Sem demora, o sujeito invocou magia e passou a atacar os inimigos. Úrsula, então, aproveitou para recolher duas poções de criminosos que eles haviam conseguido derrubar e usou-as para curar Rock dos Lobos e Ryolith Fox. Dois dos bandidos fugiram, enquanto os outros novamente tombaram ante a força deles. Recolheram o que puderam e o recém-chegado, que identificou-se como John Falkiner, usou suas últimas preces para erguer os demais.
- Onde estamos? - perguntou o humano após curar Sirius Black. O ladino porém concentrou-se mais em apalpar o corpo em busca de suas adagas e seu dinheiro.
- Onde estão minhas coisas?
- Estamos em Águas Profundas, clérigo. - Interviu o paladino. - Eu sou Ryolith Fox, paladino de Tyr.
- Acho que os ladrões também afanaram suas coisas, Sirius - sorriu o gnomo Arnoux ajudando o humano a se levantar.
- Águas Profundas? Eu não devia estar aqui ainda... que dia é hoje? - O servo dos deuses ficava mais confuso, pois percebia a boa índole do servo de Tyr, mas percebia que havia algo de errado.
- Melhor perguntar que ano é esse.. - riu Sirius.
- Como assim?
- Em que ano acha que estamos? - Indagou Francisco Xavier.
- 1353...
- 1348! - Respondeu Ryolith com um certo desalento na voz. - Estamos perdidos no tempo.. no tempo dos problemas...
- Isso não faz sentido... essa é a época em que os deuses tombaram. O senhor dos mortos Kelemvor..
- O deus da morte é Cyric.. ele ascendeu após a queda de Myrkul... -- interviu Ryolith reparando no símbolo sagrado de Falkiner, que possuia uma balança da justiça como o de Tyr, mas mantida pela mão esquelética da morte.

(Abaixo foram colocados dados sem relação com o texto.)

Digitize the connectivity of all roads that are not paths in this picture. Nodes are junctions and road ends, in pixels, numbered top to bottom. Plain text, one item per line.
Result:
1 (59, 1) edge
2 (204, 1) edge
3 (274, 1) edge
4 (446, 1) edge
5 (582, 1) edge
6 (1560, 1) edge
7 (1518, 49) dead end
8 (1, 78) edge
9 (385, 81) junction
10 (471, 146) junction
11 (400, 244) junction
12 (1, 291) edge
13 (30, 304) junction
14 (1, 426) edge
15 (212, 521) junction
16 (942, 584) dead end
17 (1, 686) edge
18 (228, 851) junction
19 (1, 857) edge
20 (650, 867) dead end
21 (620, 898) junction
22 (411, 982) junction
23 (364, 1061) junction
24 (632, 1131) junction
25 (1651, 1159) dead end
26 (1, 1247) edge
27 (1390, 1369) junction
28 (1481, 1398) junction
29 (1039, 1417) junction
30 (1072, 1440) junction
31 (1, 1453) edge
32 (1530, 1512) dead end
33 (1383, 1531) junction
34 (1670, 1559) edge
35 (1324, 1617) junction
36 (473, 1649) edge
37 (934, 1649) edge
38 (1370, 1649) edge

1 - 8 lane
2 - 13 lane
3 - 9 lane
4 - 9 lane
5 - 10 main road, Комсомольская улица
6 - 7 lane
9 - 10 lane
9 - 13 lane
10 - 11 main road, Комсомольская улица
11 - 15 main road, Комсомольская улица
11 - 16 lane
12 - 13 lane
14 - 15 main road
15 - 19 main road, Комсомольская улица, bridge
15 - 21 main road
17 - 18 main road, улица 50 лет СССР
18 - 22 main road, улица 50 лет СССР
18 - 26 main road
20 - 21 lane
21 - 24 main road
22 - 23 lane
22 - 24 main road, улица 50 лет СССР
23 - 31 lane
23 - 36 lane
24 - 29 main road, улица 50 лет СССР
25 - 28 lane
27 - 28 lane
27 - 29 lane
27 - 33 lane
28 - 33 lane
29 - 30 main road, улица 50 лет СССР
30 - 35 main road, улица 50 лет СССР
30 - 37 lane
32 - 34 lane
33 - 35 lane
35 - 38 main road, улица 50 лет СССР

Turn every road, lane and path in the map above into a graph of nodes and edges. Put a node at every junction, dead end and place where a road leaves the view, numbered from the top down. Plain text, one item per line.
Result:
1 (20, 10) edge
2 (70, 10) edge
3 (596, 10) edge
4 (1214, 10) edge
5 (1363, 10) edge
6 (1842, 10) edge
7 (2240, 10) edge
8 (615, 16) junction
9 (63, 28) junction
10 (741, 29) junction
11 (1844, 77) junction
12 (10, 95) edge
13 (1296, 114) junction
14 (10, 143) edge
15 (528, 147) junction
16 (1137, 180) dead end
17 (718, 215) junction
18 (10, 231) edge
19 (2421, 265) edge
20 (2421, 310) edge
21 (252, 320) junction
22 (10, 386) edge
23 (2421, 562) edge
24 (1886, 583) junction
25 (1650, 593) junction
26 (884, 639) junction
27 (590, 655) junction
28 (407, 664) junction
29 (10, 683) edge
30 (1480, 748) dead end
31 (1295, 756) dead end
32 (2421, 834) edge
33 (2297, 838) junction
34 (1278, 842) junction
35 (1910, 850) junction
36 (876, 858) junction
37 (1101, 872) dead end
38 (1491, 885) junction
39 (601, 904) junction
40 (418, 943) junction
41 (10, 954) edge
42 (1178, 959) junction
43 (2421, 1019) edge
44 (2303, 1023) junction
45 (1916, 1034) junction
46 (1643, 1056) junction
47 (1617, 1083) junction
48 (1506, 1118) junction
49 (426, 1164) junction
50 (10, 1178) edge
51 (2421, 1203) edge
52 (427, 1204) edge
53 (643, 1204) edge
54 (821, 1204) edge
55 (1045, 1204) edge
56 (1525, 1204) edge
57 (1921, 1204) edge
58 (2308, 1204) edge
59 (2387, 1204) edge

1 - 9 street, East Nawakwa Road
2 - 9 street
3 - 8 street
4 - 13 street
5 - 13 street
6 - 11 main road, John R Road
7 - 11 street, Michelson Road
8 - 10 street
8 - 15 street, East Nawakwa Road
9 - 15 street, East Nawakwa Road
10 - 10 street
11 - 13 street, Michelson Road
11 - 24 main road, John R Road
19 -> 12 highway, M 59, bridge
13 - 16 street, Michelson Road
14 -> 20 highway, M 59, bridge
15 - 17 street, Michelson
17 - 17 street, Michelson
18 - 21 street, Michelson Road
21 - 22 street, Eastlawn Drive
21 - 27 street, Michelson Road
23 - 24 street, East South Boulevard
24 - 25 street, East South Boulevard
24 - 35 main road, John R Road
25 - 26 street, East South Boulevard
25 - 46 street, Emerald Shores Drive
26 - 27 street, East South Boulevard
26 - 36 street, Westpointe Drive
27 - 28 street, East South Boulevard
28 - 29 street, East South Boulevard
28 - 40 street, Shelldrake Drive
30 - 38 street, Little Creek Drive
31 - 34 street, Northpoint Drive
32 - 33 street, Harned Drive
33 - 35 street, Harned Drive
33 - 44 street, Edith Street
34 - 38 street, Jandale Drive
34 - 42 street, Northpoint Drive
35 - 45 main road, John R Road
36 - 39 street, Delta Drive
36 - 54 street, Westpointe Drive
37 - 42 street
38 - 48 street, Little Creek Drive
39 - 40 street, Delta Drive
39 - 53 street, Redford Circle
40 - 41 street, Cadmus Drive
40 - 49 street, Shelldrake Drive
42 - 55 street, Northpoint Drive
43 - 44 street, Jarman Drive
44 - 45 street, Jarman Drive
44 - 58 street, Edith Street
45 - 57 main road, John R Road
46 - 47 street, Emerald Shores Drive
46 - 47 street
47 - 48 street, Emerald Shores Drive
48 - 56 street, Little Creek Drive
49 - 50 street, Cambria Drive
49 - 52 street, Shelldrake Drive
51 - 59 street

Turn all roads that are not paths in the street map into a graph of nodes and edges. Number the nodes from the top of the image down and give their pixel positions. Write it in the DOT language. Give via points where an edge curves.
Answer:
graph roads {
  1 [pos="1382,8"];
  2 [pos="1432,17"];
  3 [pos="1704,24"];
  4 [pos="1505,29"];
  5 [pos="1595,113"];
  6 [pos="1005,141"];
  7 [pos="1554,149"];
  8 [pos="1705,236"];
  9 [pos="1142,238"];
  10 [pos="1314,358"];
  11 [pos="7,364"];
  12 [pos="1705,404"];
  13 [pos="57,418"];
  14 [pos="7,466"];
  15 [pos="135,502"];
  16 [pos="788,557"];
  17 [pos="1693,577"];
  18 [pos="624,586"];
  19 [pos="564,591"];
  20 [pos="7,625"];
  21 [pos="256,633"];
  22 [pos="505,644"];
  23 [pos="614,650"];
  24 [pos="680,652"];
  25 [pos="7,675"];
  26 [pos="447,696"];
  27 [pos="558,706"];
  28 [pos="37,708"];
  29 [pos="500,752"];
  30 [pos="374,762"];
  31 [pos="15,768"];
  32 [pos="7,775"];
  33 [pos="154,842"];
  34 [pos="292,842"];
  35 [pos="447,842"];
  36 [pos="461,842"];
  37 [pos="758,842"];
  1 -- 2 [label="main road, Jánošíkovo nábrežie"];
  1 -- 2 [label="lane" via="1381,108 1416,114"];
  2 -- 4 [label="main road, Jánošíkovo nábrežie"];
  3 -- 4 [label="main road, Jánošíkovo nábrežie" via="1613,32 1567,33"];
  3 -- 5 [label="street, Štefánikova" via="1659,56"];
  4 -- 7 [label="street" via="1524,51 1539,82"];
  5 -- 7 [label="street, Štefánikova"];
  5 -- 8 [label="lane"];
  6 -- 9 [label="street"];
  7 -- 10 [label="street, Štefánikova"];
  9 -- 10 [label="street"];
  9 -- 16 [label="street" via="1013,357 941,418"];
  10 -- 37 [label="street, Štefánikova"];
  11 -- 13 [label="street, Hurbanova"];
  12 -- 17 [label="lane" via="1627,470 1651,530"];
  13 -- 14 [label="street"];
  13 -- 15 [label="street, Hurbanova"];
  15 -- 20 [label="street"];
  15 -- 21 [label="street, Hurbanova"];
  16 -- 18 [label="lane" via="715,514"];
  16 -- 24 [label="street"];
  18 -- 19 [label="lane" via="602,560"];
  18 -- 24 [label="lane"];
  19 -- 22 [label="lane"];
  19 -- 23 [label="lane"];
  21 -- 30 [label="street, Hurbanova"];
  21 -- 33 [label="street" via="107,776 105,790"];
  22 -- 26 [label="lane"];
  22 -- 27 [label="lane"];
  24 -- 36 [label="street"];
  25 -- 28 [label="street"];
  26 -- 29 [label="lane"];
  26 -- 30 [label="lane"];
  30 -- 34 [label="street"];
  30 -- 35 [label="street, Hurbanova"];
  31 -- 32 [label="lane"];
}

- Kelemvor é o deus da morte agora.. quero dizer, em meu tempo.. ele derrotou Cyric e trata a morte com honra e tradição que merece. Combatemos os mortos-vivos e cuidamos dos vivos. Meu senhor Azrael e minha estimada senhora Isabeau Sulivan comandam essa mudança.
- De onde você vem?
- De Soubar...
- Eu sou de Suzail em Cormyr. Este ladino chama-se Sirius Black e é dessa cidade, mas nenhum de nós pertence à essa época. Todos viemos do futuro e...
- Nós não - interviu Arnoux. - Nós viemos do passado. De 1343 nos anos dos humanos...
- O que estão discutindo? - Perguntou Úrsula na língua dos gnomos, já que não falava chondathan.
- Tempo.. blablá.. deuses.. o de sempre, querida.
- E o que pretendem fazer?
- Estamos indo para o palácio do Lorde Público da cidade. A deusa Selune que protege Águas Profundas de um iminente ataque de Shar ou de Myrkul está lá.
- Não deviamos mencionar tais deuses.. - alertou Falkiner. - Sempre tive a estranha sensação que basta citá-los para que nos escutem.
- Eu disse para chamá-la de Prostituta de Satã.. - acrescentou Srius.
- Estão tentando nos matar.. - acrescentou Xavier.
- É melhor nos apressarmos...
Já feridos e com a maior parte de suas forças exauridas, eles tornaram a avançar, agora com mais cautela rumo ao palácio. A manhã já começava a deixar o céu mais claro, mas as sombras da cidade ainda eram densas. Eles conseguiram avançar apenas um quarteirão antes que duas sombras mortas-vivas surgissem diante deles. John Falkiner não temeu o fato de Kelemvor não ser deus naquela suposta época em que se encontrava, ele tomou o símbolo sagrado entre seus dedos e invocou a pura bondade positiva que transbordava de sua fé. Isso foi demais para as criaturas imateriais, que fugiram mais rápido do que haviam aparecido.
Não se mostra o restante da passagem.